**WHAT YOU SHOULD DO:** Find every line of the data below that has "Pfingsten" in it. Reply with the number only.

Saved data entries
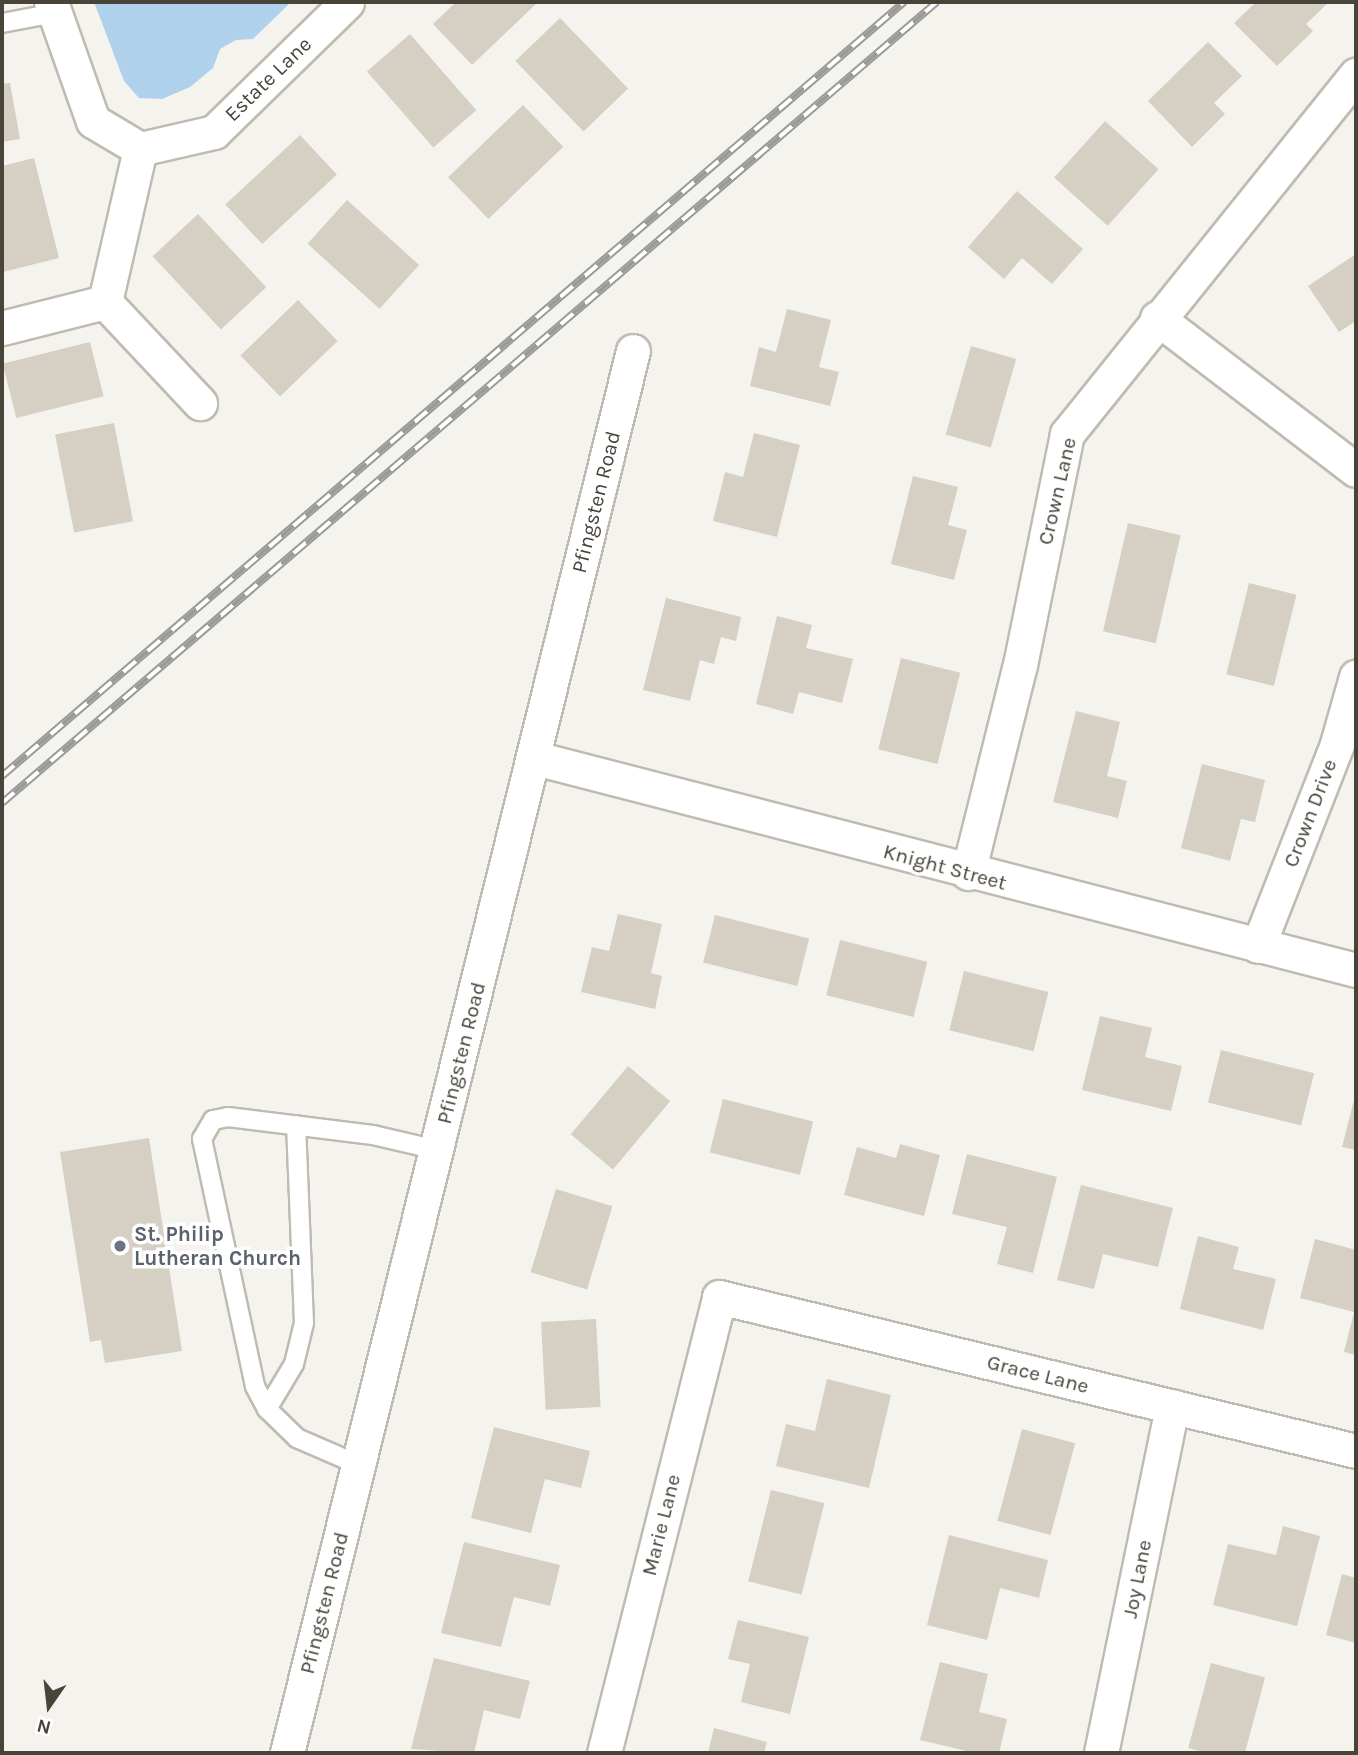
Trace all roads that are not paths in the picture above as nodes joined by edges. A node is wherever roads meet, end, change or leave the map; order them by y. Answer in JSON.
{"nodes":[{"id":1,"x":347,"y":2,"type":"edge"},
{"id":2,"x":53,"y":7,"type":"edge"},
{"id":3,"x":2,"y":23,"type":"edge"},
{"id":4,"x":1356,"y":75,"type":"edge"},
{"id":5,"x":140,"y":149,"type":"junction"},
{"id":6,"x":105,"y":302,"type":"junction"},
{"id":7,"x":1157,"y":318,"type":"junction"},
{"id":8,"x":2,"y":328,"type":"edge"},
{"id":9,"x":633,"y":351,"type":"dead end"},
{"id":10,"x":200,"y":403,"type":"dead end"},
{"id":11,"x":1356,"y":470,"type":"edge"},
{"id":12,"x":1356,"y":677,"type":"edge"},
{"id":13,"x":535,"y":758,"type":"junction"},
{"id":14,"x":968,"y":873,"type":"junction"},
{"id":15,"x":1258,"y":946,"type":"junction"},
{"id":16,"x":1356,"y":970,"type":"edge"},
{"id":17,"x":296,"y":1125,"type":"junction"},
{"id":18,"x":437,"y":1150,"type":"junction"},
{"id":19,"x":719,"y":1297,"type":"joint"},
{"id":20,"x":1172,"y":1406,"type":"junction"},
{"id":21,"x":267,"y":1409,"type":"junction"},
{"id":22,"x":1356,"y":1451,"type":"edge"},
{"id":23,"x":359,"y":1465,"type":"junction"},
{"id":24,"x":287,"y":1753,"type":"edge"},
{"id":25,"x":604,"y":1753,"type":"edge"},
{"id":26,"x":1101,"y":1753,"type":"edge"}],
"edges":[{"from":1,"to":5,"type":"street","name":"Estate Lane"},
{"from":2,"to":3,"type":"lane"},
{"from":2,"to":5,"type":"street"},
{"from":4,"to":7,"type":"street","name":"Crown Lane"},
{"from":5,"to":6,"type":"street"},
{"from":6,"to":8,"type":"street"},
{"from":6,"to":10,"type":"street"},
{"from":7,"to":11,"type":"street"},
{"from":7,"to":14,"type":"street","name":"Crown Lane"},
{"from":9,"to":13,"type":"street","name":"Pfingsten Road"},
{"from":12,"to":15,"type":"street","name":"Crown Drive"},
{"from":13,"to":14,"type":"street","name":"Knight Street"},
{"from":13,"to":18,"type":"street","name":"Pfingsten Road"},
{"from":14,"to":15,"type":"street","name":"Knight Street"},
{"from":15,"to":16,"type":"street","name":"Knight Street"},
{"from":17,"to":18,"type":"lane"},
{"from":17,"to":21,"type":"lane"},
{"from":17,"to":21,"type":"lane"},
{"from":18,"to":23,"type":"street","name":"Pfingsten Road"},
{"from":19,"to":20,"type":"street","name":"Grace Lane"},
{"from":19,"to":25,"type":"street","name":"Marie Lane"},
{"from":20,"to":22,"type":"street","name":"Grace Lane"},
{"from":20,"to":26,"type":"street","name":"Joy Lane"},
{"from":21,"to":23,"type":"lane"},
{"from":23,"to":24,"type":"street","name":"Pfingsten Road"}]}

**EXERCISE OUTPUT:** 4